Tiba-tiba dia muntah darah lagi. "Kenapa kau, Bibi?" kata Siauw Hong.

Tapi Beng Cit Nio diam saja, wajahnya merah membara.

"Dia keracunan ilmunya sendiri," kata Kong-sun Po  yang paham ilmu racun. "Untung belum parah, mungkin kita masih bisa mengobatinya."

"Bagaimana caranya?" tanya Kok Siauw Hong.

"Mari kita kerahkan hawa murni kita untuk menolonginya," kata Kong-sun Po.

Keduanya lalu mengerahkan tenaga dalam mereka untuk menolongi Beng Cit Nio. Bantuan tenaga dalam itu membuat Beng Cit Nio sadar kembali.

"Cukup, terima kasih," kata Beng Cit Nio.

Napas Kok Siauw Hong terengah-engah, karena memang lwee-kangnya kalah tinggi dari Kong-sun Po.

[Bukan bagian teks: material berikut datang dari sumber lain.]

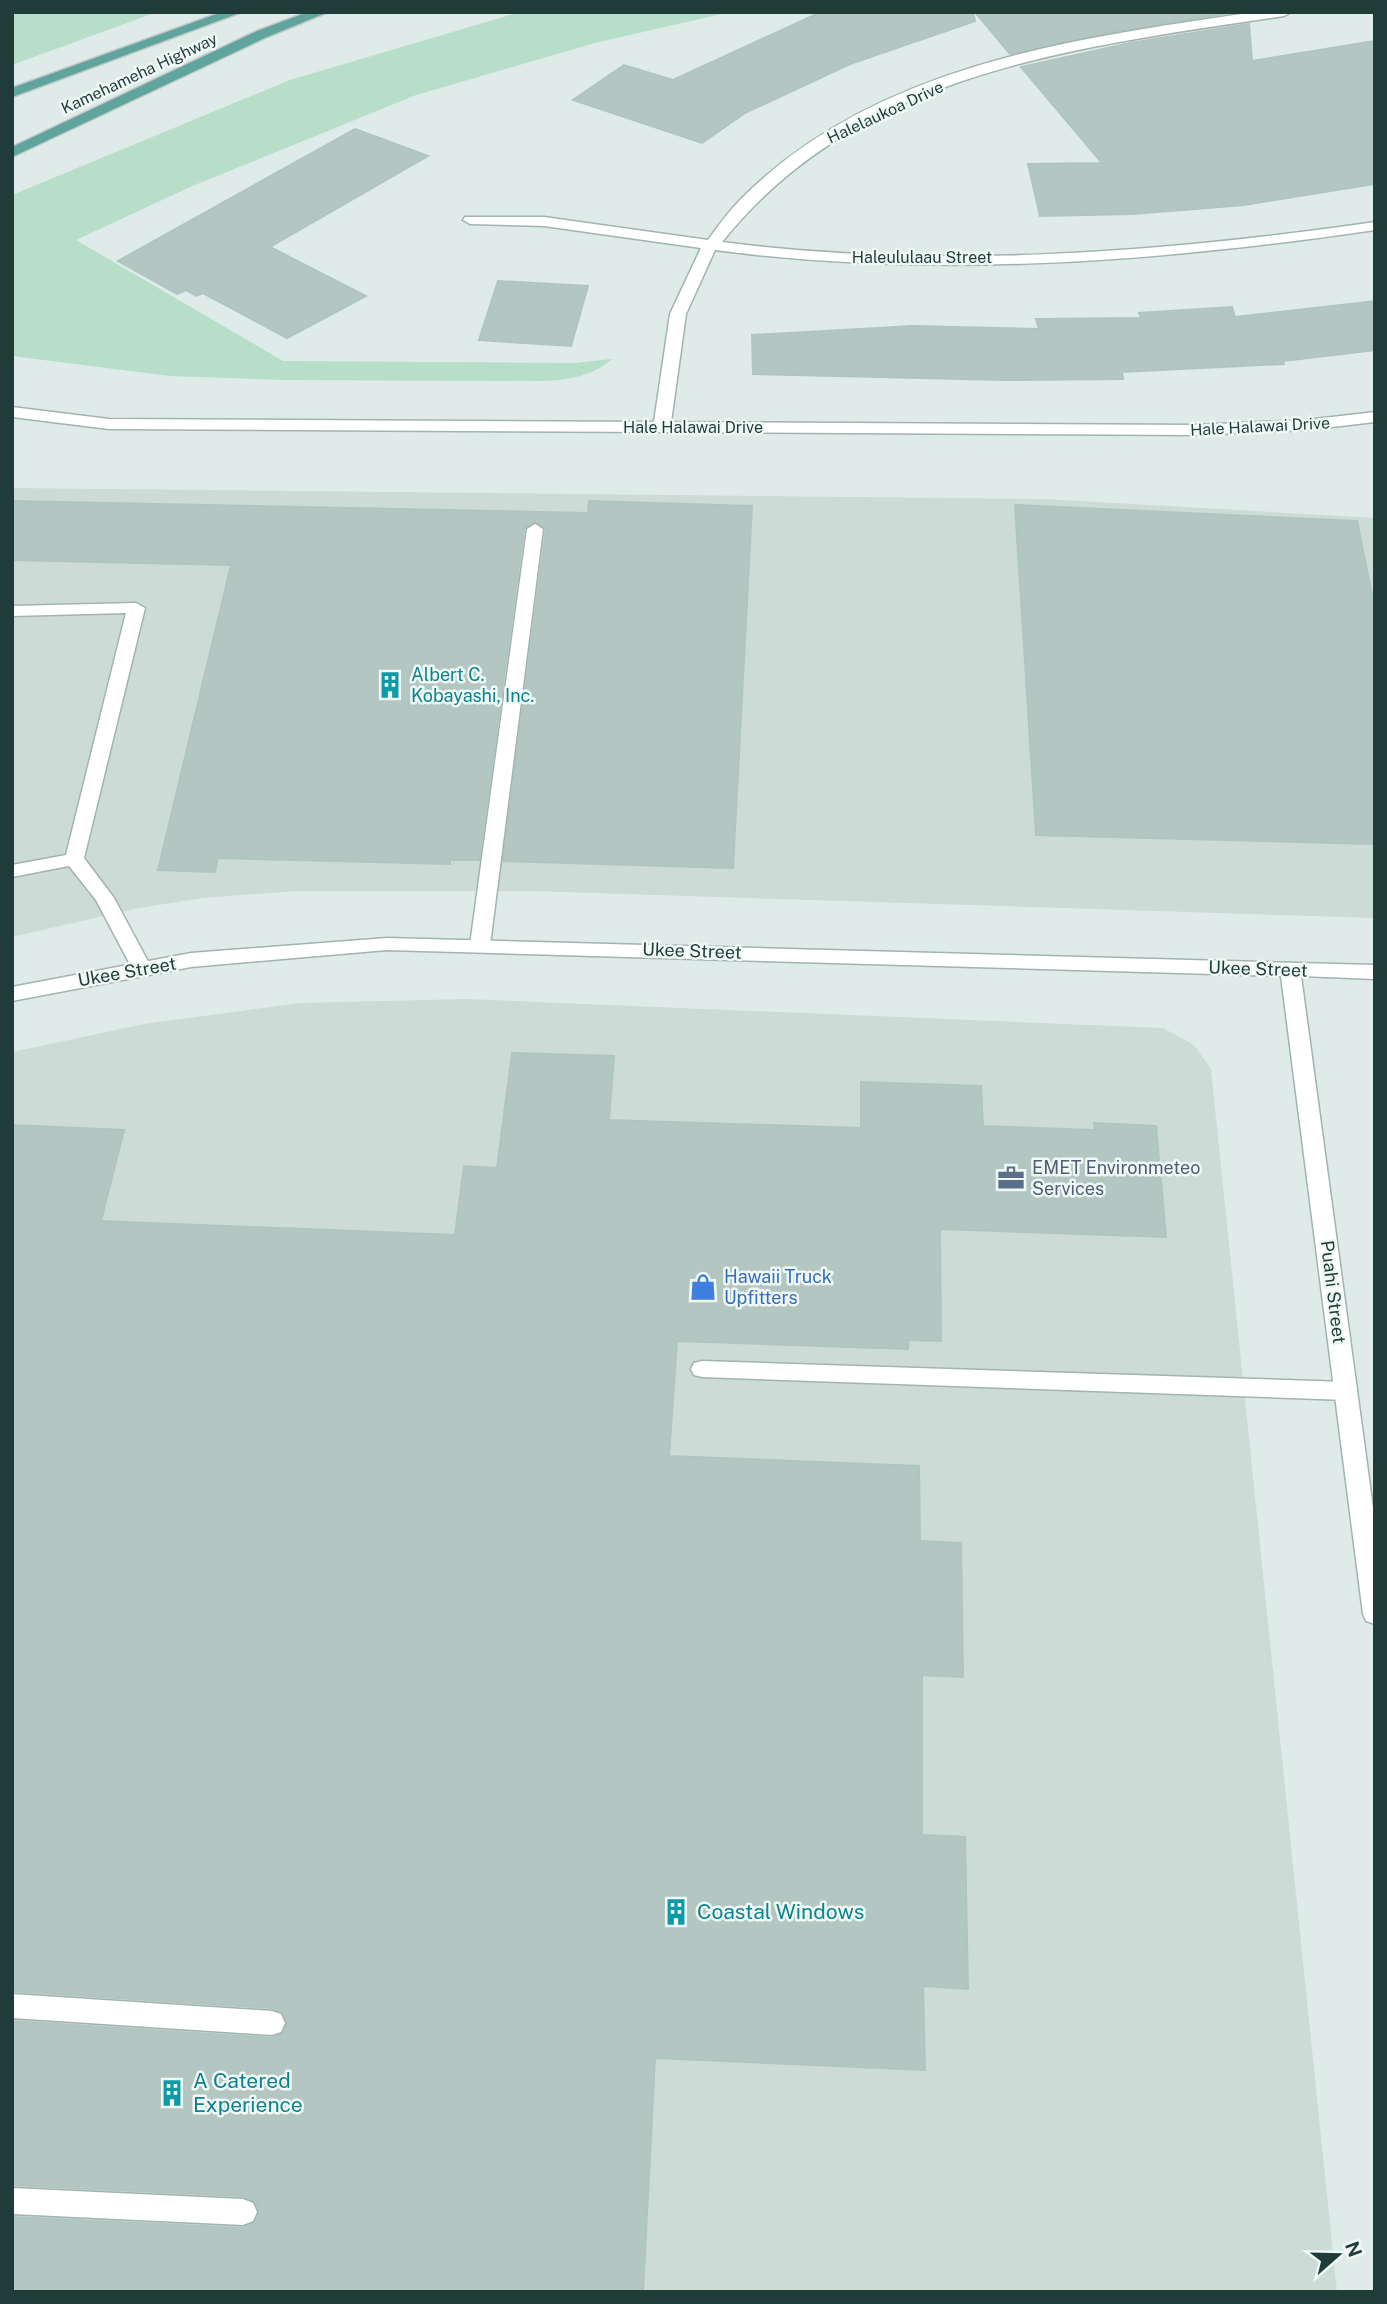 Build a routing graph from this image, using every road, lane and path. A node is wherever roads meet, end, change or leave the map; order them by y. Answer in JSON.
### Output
{"nodes":[{"id":1,"x":235,"y":12,"type":"edge"},
{"id":2,"x":321,"y":12,"type":"edge"},
{"id":3,"x":1284,"y":12,"type":"edge"},
{"id":4,"x":12,"y":93,"type":"edge"},
{"id":5,"x":12,"y":153,"type":"edge"},
{"id":6,"x":470,"y":220,"type":"dead end"},
{"id":7,"x":1375,"y":226,"type":"edge"},
{"id":8,"x":709,"y":246,"type":"junction"},
{"id":9,"x":12,"y":412,"type":"edge"},
{"id":10,"x":1375,"y":417,"type":"edge"},
{"id":11,"x":662,"y":427,"type":"junction"},
{"id":12,"x":535,"y":529,"type":"dead end"},
{"id":13,"x":12,"y":611,"type":"edge"},
{"id":14,"x":74,"y":859,"type":"junction"},
{"id":15,"x":12,"y":871,"type":"edge"},
{"id":16,"x":480,"y":945,"type":"junction"},
{"id":17,"x":141,"y":967,"type":"junction"},
{"id":18,"x":1290,"y":970,"type":"junction"},
{"id":19,"x":1375,"y":972,"type":"edge"},
{"id":20,"x":12,"y":994,"type":"edge"},
{"id":21,"x":702,"y":1369,"type":"dead end"},
{"id":22,"x":1346,"y":1391,"type":"junction"},
{"id":23,"x":1375,"y":1614,"type":"edge"},
{"id":24,"x":12,"y":2006,"type":"edge"},
{"id":25,"x":272,"y":2023,"type":"dead end"},
{"id":26,"x":12,"y":2201,"type":"edge"},
{"id":27,"x":243,"y":2212,"type":"dead end"}],
"edges":[{"from":1,"to":4,"type":"main road","name":"Kamehameha Highway"},
{"from":2,"to":5,"type":"main road","name":"Kamehameha Highway"},
{"from":3,"to":8,"type":"street","name":"Halelaukoa Drive"},
{"from":6,"to":8,"type":"street","name":"Haleululaau Street"},
{"from":7,"to":8,"type":"street","name":"Haleululaau Street"},
{"from":8,"to":11,"type":"street","name":"Halelaukoa Drive"},
{"from":9,"to":11,"type":"street","name":"Hale Halawai Drive"},
{"from":10,"to":11,"type":"street","name":"Hale Halawai Drive"},
{"from":12,"to":16,"type":"street"},
{"from":13,"to":14,"type":"street"},
{"from":14,"to":15,"type":"street"},
{"from":14,"to":17,"type":"street"},
{"from":16,"to":17,"type":"street","name":"Ukee Street"},
{"from":16,"to":18,"type":"street","name":"Ukee Street"},
{"from":17,"to":20,"type":"street","name":"Ukee Street"},
{"from":18,"to":19,"type":"street","name":"Ukee Street"},
{"from":18,"to":22,"type":"street","name":"Puahi Street"},
{"from":21,"to":22,"type":"street"},
{"from":22,"to":23,"type":"street","name":"Puahi Street"},
{"from":24,"to":25,"type":"street"},
{"from":26,"to":27,"type":"street"}]}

"Siauw Hong, kenapa kau tolongi aku, padahal aku tahu pasti kau pun dendam kepadaku," kata Beng Cit Nio.

"Bukankah saat aku masih kecil Kouw-kouw yang menyelamatkan jiwaku?" kata Kok Siauw Hong. "Ketika itu aku tergelincir dari pohon dan jatuh ke sungai yang airnya deras. Aku masih ingat semua kejadian itu!"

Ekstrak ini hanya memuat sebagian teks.